O grande inconveniente que tem é que vivemos em um mundo invadido pelos carros. Estamos construindo cidades que são verdadeiros disparates, megalópoles, que por suas dimensões se transformam em uma selva perigosa, multiplicam a violência. Onde as pessoas demoram três, quatro horas por dia para chegar ao trabalho. É o cúmulo dos disparates, havendo território, não fazer cidades de dimensões humanas, com mais convivência, onde a bicicleta deveria ser o transporte número um.

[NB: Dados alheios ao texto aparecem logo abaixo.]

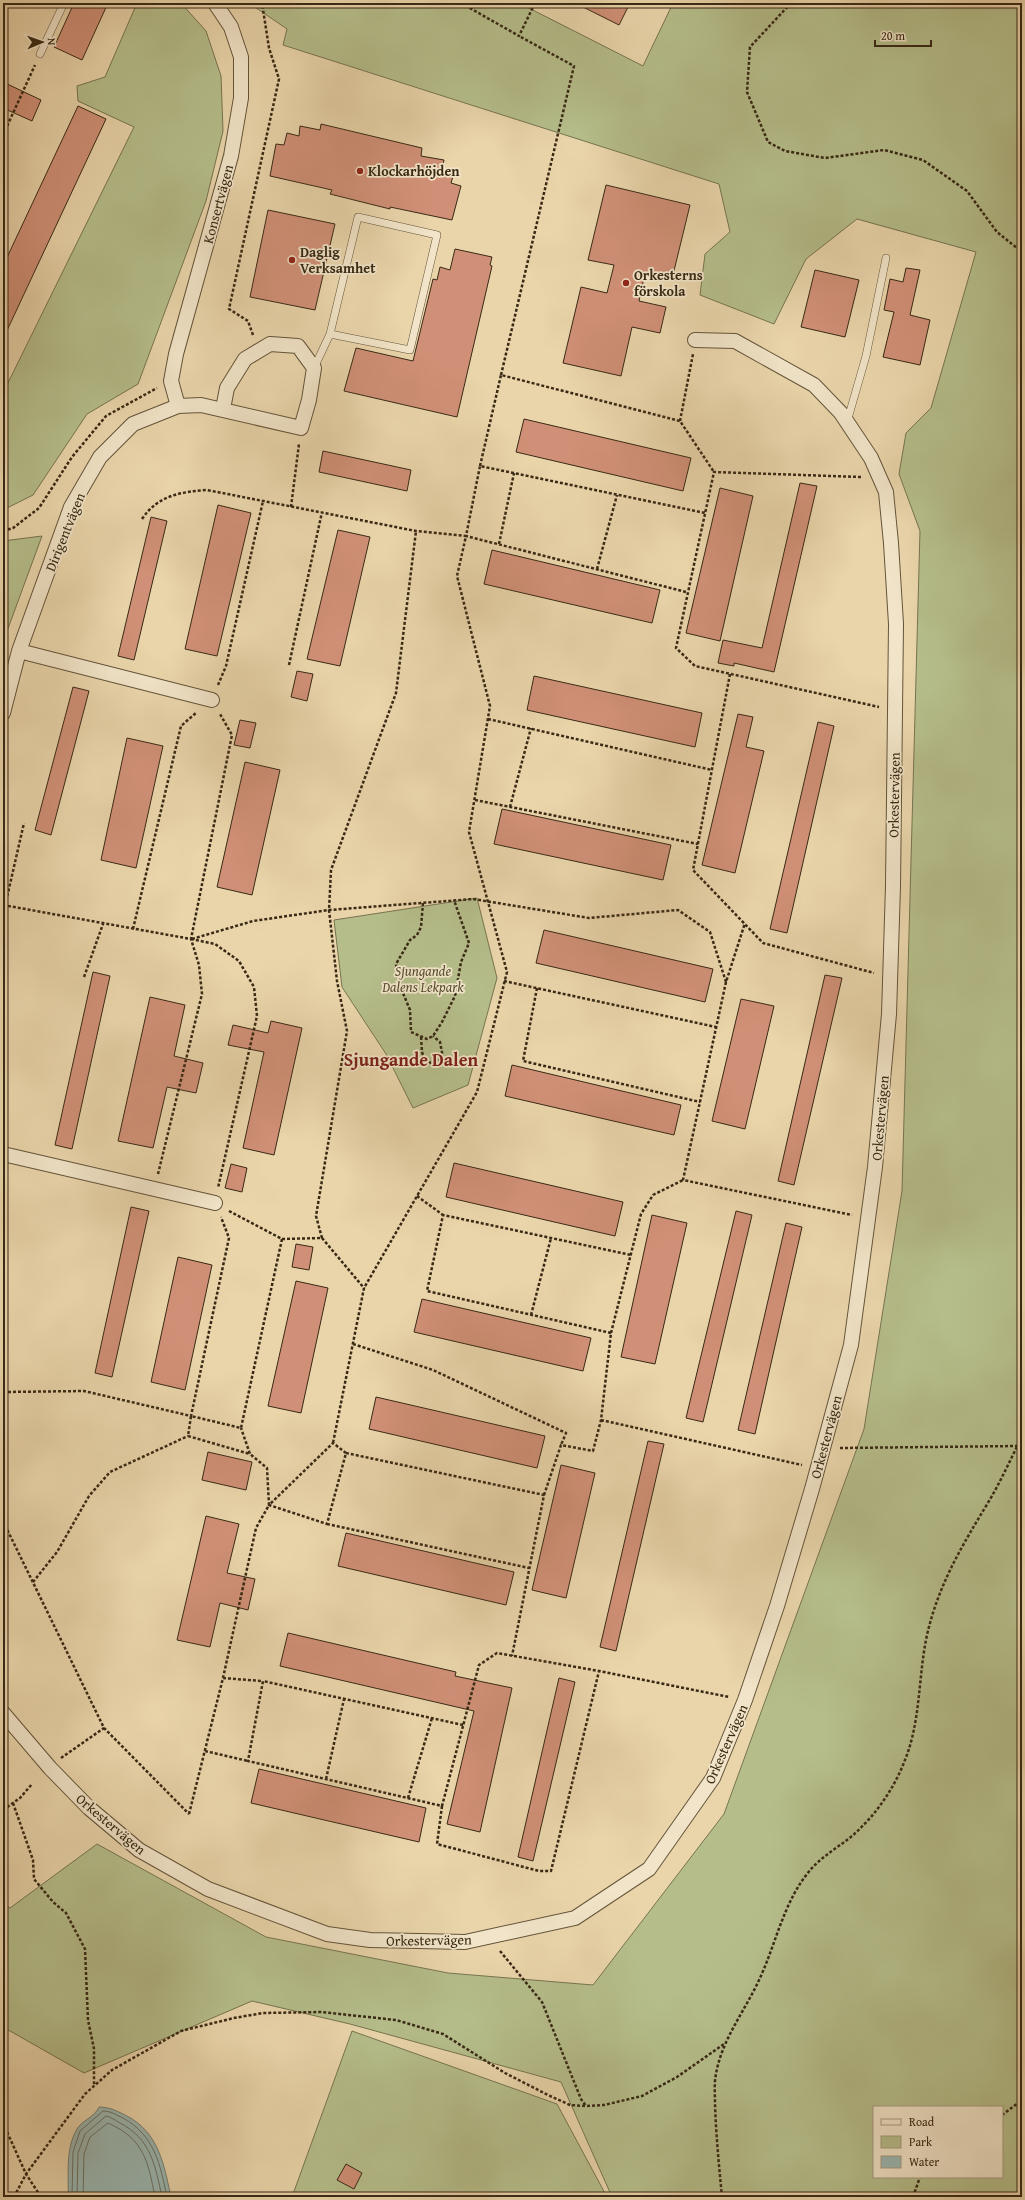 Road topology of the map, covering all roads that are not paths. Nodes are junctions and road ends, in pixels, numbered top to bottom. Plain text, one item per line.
1 (64, 3) edge
2 (215, 3) edge
3 (40, 54) road end
4 (886, 258) dead end
5 (330, 334) junction
6 (695, 340) road end
7 (314, 368) junction
8 (178, 406) junction
9 (223, 409) junction
10 (847, 422) junction
11 (19, 651) junction
12 (212, 700) road end
13 (3, 713) edge
14 (3, 1154) edge
15 (215, 1203) road end
16 (3, 1713) edge

1 - 3 lane
2 - 8 street, Konsertvägen
4 - 10 lane
5 - 5 lane
5 - 7 lane
6 - 10 street, Orkestervägen
7 - 9 street
7 - 9 street, Dirigentvägen
8 - 9 street, Dirigentvägen
8 - 11 street, Dirigentvägen
10 - 16 street, Orkestervägen
11 - 12 street
11 - 13 street, Dirigentvägen
14 - 15 street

O que está complicando para a massificação da bicicleta são as dimensões das cidades e os disparates de carros. Dizendo isso unimos o urbanismo, que dediquemos um urbanismo que ajude as pessoas a viverem mais felizes. Mas a pressão dos interesses imobiliários em todas as partes é a que está pautando pelo crescimento desmesurado de uma grande cidade. E assim vemos o desaparecimento da população dos campos, que também é um fenômeno penoso.
Como vemos, a bicicleta poderia ocupar o espaço de primeiro veículo de comunicação dos homens perfeitamente, se nos amparássemos por dimensões humanas. O homem sempre tratou de ter um transporte. O cavalo foi um velho amigo e foi muito explorado como também outros animais. Mas a bicicleta cumpre uma racionalidade na vida de hoje e até incomparável, porque ainda ajuda dentro de certos limites um melhor estado de saúde, não contamina, não multiplica os problemas do ar, é simples, de fácil manutenção e pode se acoplar a qualquer outra forma de transporte como forma secundária. É difícil sonhar com um trem que leve um carro, mas é totalmente possível um trem levar uma bicicleta, para que as pessoas possam se locomover depois, em trajetos mais curtos.

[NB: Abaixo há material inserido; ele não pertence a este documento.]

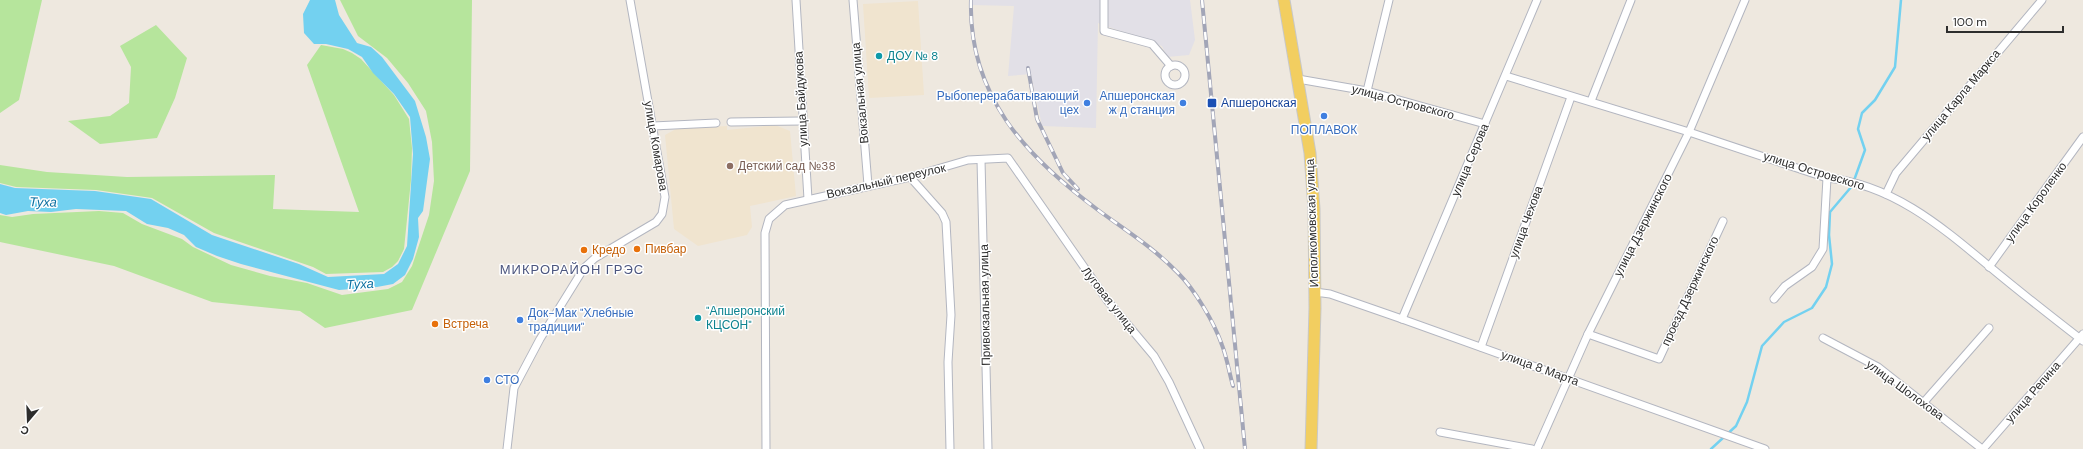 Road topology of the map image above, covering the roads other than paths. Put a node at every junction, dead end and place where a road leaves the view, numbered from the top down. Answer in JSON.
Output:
{"nodes":[{"id":1,"x":630,"y":0,"type":"edge"},
{"id":2,"x":796,"y":0,"type":"edge"},
{"id":3,"x":853,"y":0,"type":"edge"},
{"id":4,"x":1104,"y":0,"type":"edge"},
{"id":5,"x":1284,"y":0,"type":"edge"},
{"id":6,"x":1389,"y":0,"type":"edge"},
{"id":7,"x":1537,"y":0,"type":"edge"},
{"id":8,"x":1631,"y":0,"type":"edge"},
{"id":9,"x":1745,"y":0,"type":"edge"},
{"id":10,"x":2042,"y":0,"type":"edge"},
{"id":11,"x":1171,"y":66,"type":"dead end"},
{"id":12,"x":1506,"y":76,"type":"junction"},
{"id":13,"x":1298,"y":79,"type":"junction"},
{"id":14,"x":1367,"y":90,"type":"junction"},
{"id":15,"x":1571,"y":97,"type":"junction"},
{"id":16,"x":1591,"y":101,"type":"junction"},
{"id":17,"x":802,"y":121,"type":"junction"},
{"id":18,"x":731,"y":122,"type":"dead end"},
{"id":19,"x":716,"y":123,"type":"dead end"},
{"id":20,"x":1485,"y":124,"type":"junction"},
{"id":21,"x":653,"y":126,"type":"junction"},
{"id":22,"x":1689,"y":132,"type":"junction"},
{"id":23,"x":2083,"y":137,"type":"edge"},
{"id":24,"x":1008,"y":158,"type":"joint"},
{"id":25,"x":981,"y":160,"type":"junction"},
{"id":26,"x":910,"y":177,"type":"junction"},
{"id":27,"x":1827,"y":178,"type":"junction"},
{"id":28,"x":868,"y":185,"type":"junction"},
{"id":29,"x":1886,"y":194,"type":"junction"},
{"id":30,"x":808,"y":199,"type":"junction"},
{"id":31,"x":1723,"y":221,"type":"dead end"},
{"id":32,"x":1990,"y":267,"type":"junction"},
{"id":33,"x":1314,"y":292,"type":"junction"},
{"id":34,"x":1774,"y":300,"type":"dead end"},
{"id":35,"x":1402,"y":319,"type":"junction"},
{"id":36,"x":1989,"y":328,"type":"dead end"},
{"id":37,"x":1588,"y":334,"type":"junction"},
{"id":38,"x":1823,"y":338,"type":"dead end"},
{"id":39,"x":2082,"y":338,"type":"edge"},
{"id":40,"x":1481,"y":347,"type":"junction"},
{"id":41,"x":1569,"y":379,"type":"junction"},
{"id":42,"x":1924,"y":402,"type":"junction"},
{"id":43,"x":1440,"y":432,"type":"dead end"},
{"id":44,"x":507,"y":449,"type":"edge"},
{"id":45,"x":766,"y":449,"type":"edge"},
{"id":46,"x":950,"y":449,"type":"edge"},
{"id":47,"x":988,"y":449,"type":"edge"},
{"id":48,"x":1200,"y":449,"type":"edge"},
{"id":49,"x":1311,"y":449,"type":"edge"},
{"id":50,"x":1532,"y":449,"type":"edge"},
{"id":51,"x":1537,"y":449,"type":"edge"},
{"id":52,"x":1765,"y":449,"type":"edge"},
{"id":53,"x":1983,"y":449,"type":"edge"}],
"edges":[{"from":1,"to":21,"type":"street","name":"улица Комарова"},
{"from":2,"to":17,"type":"street","name":"улица Байдукова"},
{"from":3,"to":28,"type":"street","name":"Вокзальная улица"},
{"from":4,"to":11,"type":"street"},
{"from":5,"to":13,"type":"main road","name":"Исполкомовская улица"},
{"from":6,"to":14,"type":"street"},
{"from":7,"to":12,"type":"street","name":"улица Серова"},
{"from":8,"to":16,"type":"street"},
{"from":9,"to":22,"type":"street","name":"улица Дзержинского"},
{"from":10,"to":29,"type":"street","name":"улица Карла Маркса"},
{"from":12,"to":15,"type":"street","name":"улица Островского"},
{"from":12,"to":20,"type":"street","name":"улица Серова"},
{"from":13,"to":14,"type":"street","name":"улица Островского"},
{"from":13,"to":33,"type":"main road","name":"Исполкомовская улица"},
{"from":14,"to":20,"type":"street","name":"улица Островского"},
{"from":15,"to":16,"type":"street","name":"улица Островского"},
{"from":15,"to":40,"type":"street","name":"улица Чехова"},
{"from":16,"to":22,"type":"street","name":"улица Островского"},
{"from":17,"to":18,"type":"street"},
{"from":17,"to":30,"type":"street","name":"улица Байдукова"},
{"from":19,"to":21,"type":"street"},
{"from":20,"to":35,"type":"street","name":"улица Серова"},
{"from":21,"to":44,"type":"street","name":"улица Комарова"},
{"from":22,"to":27,"type":"street","name":"улица Островского"},
{"from":22,"to":37,"type":"street","name":"улица Дзержинского"},
{"from":23,"to":32,"type":"street","name":"улица Короленко"},
{"from":24,"to":25,"type":"street","name":"Вокзальный переулок"},
{"from":24,"to":48,"type":"street","name":"Луговая улица"},
{"from":25,"to":26,"type":"street","name":"Вокзальный переулок"},
{"from":25,"to":47,"type":"street","name":"Привокзальная улица"},
{"from":26,"to":28,"type":"street","name":"Вокзальный переулок"},
{"from":26,"to":46,"type":"street"},
{"from":27,"to":29,"type":"street","name":"улица Островского"},
{"from":27,"to":34,"type":"street"},
{"from":28,"to":30,"type":"street","name":"Вокзальный переулок"},
{"from":29,"to":32,"type":"street","name":"улица Островского"},
{"from":30,"to":45,"type":"street","name":"Вокзальный переулок"},
{"from":31,"to":37,"type":"street","name":"проезд Дзержинского"},
{"from":32,"to":39,"type":"street","name":"улица Островского"},
{"from":33,"to":35,"type":"street","name":"улица 8 Марта"},
{"from":33,"to":49,"type":"main road","name":"Исполкомовская улица"},
{"from":35,"to":40,"type":"street","name":"улица 8 Марта"},
{"from":36,"to":42,"type":"street"},
{"from":37,"to":41,"type":"street","name":"улица Дзержинского"},
{"from":38,"to":42,"type":"street","name":"улица Шолохова"},
{"from":39,"to":53,"type":"street","name":"улица Репина"},
{"from":40,"to":41,"type":"street","name":"улица 8 Марта"},
{"from":41,"to":51,"type":"street","name":"улица Дзержинского"},
{"from":41,"to":52,"type":"street","name":"улица 8 Марта"},
{"from":42,"to":53,"type":"street","name":"улица Шолохова"},
{"from":43,"to":50,"type":"street"}]}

E começar a prescindir dos carros é um salto civilizatório fenomenal. Que as novas gerações possam entender isso. Que os futuros arquitetos, engenheiros lutem por uma urbanização distinta e, sobretudo, que não deixe se dominar pelo mercado. Se o mercado estabelecer nossas pautas civilizatórias, estaremos condenados a ser infelizes. A única liberdade que podemos ter é a que não se toma (ele aponta para dentro da cabeça), mas isso requer muita vontade em uma época em que as pessoas estão rodeadas por uma invasão cultural determinante que tenta transformá-lo em um consumidor e um comprador compulsivo que gaste toda a sua vida trabalhando e comprando coisas novas e pagando parcelas até morrerem. Esse tipo de civilização não pode ser mantido.”